Our first clue to this broader motive comes in the very question that Jefferson is addressing: the paternalistic one that asks, how should we put our new citizens to work?  What occupation might best serve the political needs of the nation?   But beyond the social engineering, as people on the right would refer to this today, the answer exemplifies a common Jeffersonian assumption buried in his similar response to other political questions, many of which employed for political advantage the seemingly unlimited space of the American continent.  That we could waste as much land as we please makes the virtues of being tied to the land and the liberty of the nation optional and, like everything else, disposable.   “We have now lands enough to employ an infinite number of people in their cultivation.”  Was there really room for an infinite number of farmers?   Is Jefferson serious?  While he may have admitted that it wasn’t really infinite, only infinite for all practical purposes, here and elsewhere he nevertheless proceeds as if it were truly infinite or that any distant limits need not be a concern of his.  The only foreseeable limits that Jefferson can even imagine are established not by land constraints, but by limits to the demand of agricultural products.

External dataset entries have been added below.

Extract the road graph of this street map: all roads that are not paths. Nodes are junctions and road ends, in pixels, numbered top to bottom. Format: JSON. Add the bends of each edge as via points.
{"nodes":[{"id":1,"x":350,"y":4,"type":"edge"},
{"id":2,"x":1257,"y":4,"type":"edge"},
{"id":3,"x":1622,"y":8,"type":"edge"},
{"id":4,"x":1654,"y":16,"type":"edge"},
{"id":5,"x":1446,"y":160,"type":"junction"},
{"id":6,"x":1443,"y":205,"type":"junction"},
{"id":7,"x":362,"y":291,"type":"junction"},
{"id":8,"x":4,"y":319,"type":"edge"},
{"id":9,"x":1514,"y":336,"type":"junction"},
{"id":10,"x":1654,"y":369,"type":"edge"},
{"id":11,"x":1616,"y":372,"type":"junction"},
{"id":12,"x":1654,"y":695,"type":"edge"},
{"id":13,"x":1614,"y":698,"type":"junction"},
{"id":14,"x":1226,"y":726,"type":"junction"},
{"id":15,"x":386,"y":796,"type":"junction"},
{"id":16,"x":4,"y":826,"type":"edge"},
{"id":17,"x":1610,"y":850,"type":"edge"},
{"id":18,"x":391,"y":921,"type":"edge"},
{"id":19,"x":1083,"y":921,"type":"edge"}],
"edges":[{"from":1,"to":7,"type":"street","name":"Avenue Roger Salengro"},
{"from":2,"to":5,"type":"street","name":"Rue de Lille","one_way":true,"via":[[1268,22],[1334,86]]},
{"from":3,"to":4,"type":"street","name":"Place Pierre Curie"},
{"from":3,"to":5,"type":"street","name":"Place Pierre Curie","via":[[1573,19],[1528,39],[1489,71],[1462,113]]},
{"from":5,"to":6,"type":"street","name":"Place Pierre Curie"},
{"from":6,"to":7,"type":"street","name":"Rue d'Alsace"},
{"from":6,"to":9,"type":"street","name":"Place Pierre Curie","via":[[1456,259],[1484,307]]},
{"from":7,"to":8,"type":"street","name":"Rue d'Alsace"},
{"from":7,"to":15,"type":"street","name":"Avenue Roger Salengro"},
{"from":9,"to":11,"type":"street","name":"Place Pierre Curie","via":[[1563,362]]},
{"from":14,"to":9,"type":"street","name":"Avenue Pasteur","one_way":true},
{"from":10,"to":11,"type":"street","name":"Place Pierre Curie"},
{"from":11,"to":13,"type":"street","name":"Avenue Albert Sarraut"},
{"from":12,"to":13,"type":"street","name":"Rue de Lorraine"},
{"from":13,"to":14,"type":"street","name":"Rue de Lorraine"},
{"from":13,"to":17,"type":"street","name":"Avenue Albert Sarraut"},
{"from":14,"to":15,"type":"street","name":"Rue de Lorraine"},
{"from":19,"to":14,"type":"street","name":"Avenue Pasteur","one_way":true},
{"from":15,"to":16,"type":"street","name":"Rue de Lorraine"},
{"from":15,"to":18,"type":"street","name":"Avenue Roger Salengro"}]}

It is also interesting to consider these words in light of the post-Keynesian economic theory of Krugman and Reich, in which economic problems are generally presumed to be ones of demand rather than supply, and in the light of our multi-billion dollar advertising and marketing industry, whose main function is to address problems of demand by goading us into wanting and needing more.  If there is a limit to how many farmers Jefferson thought the United States might support, it is not land.  It is instead demand for their products, food, but also fiber and tobacco.  This belief in infinite land pops up repeatedly in Jefferson’s writings and speeches.  We have seen the way Jefferson has made some sort of truce with the wasteful techniques of agriculture in Notes on Virginia, assenting to the sacrifice of soil and “lasting bonds,” alike, to some principle of productivity or profit, and a corresponding inability to anticipate how long it might take to waste all our land.  The same sort of indifference to the quickening power of exponential growth appears in his first Inaugural Address, where Jefferson predicts that this “chosen country” would have “room enough for our descendants to the thousandth and thousandth generation.”  This, we might note, is more than ten times the generations there had been since the birth of Christ.   We should also note that in the same address Jefferson spoke favorably on the exponential population expansion that the young nation was experiencing: “you will perceive that the increase in numbers during the last 10 years, proceeding in geometric ratio, promises a duplication in little more than 22 years.”  This growth is viewed with nothing but optimistic pride: “we contemplate this rapid growth and the prospect it holds up to us, not with a view to the injuries it may enable us to do others in some future day, but to the settlement of the extensive country still remaining vacant within our limits to the multiplication of men susceptible of happiness, educated in the love of order, habituated to self-government, and valuing its blessings above all price.” 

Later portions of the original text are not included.